The amount of water dissolved in magmas at depth beneath volcanoes is fundamental to a wide range of magmatic and eruptive processes due to water’s dominant control on magma generation, viscosity, and buoyancy. Since magmas degas most of their initial water content upon ascent and eruption, the primary record of magmatic water evolution exists within melt inclusions trapped inside crystals, especially olivine. However, the discovery of rapid H+ diffusion through olivine has called into question the fidelity of the melt inclusion water record. How compromised is the vast existing and growing dataset of melt inclusion water contents? What are the circumstances favorable for recording primary or pre-eruptive water concentration? Even if inclusions are compromised, diffusive water loss can be exploited to constrain magma decompression rates, a critical parameter that affects conduit processes.
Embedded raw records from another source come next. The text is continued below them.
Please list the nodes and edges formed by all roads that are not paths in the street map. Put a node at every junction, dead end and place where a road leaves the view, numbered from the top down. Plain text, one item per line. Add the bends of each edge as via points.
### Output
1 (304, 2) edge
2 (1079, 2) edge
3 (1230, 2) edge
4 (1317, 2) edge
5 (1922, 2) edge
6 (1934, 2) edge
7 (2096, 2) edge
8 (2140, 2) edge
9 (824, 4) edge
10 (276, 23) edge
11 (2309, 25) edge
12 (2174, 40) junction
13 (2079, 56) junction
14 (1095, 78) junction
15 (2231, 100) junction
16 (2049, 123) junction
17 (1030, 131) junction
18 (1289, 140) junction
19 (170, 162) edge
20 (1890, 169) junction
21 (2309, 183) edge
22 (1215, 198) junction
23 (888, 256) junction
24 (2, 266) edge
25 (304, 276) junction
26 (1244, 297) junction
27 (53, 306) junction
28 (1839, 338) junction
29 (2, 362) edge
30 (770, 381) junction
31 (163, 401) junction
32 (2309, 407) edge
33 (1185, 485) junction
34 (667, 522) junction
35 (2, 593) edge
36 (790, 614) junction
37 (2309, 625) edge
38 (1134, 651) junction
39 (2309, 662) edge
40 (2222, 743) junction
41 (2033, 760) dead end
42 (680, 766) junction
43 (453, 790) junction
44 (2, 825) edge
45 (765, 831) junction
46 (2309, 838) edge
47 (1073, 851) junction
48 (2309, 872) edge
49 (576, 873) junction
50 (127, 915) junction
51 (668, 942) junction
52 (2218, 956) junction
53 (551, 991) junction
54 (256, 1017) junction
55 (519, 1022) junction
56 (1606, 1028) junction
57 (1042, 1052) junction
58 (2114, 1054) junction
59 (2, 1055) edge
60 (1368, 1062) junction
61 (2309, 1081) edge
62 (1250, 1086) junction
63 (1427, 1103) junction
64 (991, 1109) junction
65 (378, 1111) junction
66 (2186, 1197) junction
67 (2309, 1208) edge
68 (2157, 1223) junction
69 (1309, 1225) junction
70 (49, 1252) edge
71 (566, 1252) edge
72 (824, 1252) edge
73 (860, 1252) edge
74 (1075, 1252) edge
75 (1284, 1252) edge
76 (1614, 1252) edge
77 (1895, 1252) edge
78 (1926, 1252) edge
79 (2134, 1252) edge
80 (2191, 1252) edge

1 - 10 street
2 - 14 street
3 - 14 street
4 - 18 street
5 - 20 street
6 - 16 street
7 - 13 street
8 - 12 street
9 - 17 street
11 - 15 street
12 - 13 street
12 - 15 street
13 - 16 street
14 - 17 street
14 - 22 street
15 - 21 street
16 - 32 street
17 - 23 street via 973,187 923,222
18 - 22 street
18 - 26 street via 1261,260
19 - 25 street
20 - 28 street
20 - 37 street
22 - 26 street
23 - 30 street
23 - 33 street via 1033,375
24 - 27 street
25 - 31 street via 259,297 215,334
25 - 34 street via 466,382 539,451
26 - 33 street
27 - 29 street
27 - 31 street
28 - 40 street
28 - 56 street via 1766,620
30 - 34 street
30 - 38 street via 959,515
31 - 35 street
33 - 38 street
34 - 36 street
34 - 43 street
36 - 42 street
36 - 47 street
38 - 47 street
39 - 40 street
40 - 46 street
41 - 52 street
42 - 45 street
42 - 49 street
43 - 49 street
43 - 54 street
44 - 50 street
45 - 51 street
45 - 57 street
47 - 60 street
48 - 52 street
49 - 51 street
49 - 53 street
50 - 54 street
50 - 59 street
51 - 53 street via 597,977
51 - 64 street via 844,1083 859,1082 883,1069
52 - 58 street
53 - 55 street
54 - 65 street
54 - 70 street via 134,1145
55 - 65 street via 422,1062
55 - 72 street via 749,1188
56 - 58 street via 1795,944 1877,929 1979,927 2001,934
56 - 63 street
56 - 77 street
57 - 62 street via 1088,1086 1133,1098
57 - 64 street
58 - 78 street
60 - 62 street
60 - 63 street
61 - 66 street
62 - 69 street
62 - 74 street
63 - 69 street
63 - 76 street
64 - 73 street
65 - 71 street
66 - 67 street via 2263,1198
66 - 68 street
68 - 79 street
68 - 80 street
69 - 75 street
Here, we outline the current understanding of factors controlling water loss: the olivine/melt partition coefficient, the diffusive transport of water through olivine, the distance between inclusion and crystal rim, the melt inclusion size, and the exterior magma’s water evolution. We combine these parameters into a regime diagram that can be used to guide when melt inclusions may be used as hygrometers and when they are better suited to act as magma speedometers. We develop diagnostic tools to recognize where and when water loss has occurred in a magma’s ascent history, and we outline quantitative tools that may be used to restore the primary and/or pre-eruptive water content. The intent of this paper is to guide researchers in the interpretation of existing melt inclusion data, and to aid in the design of new studies that maximize the valuable information that melt inclusions may convey on the evolution of water in magmas prior to eruption.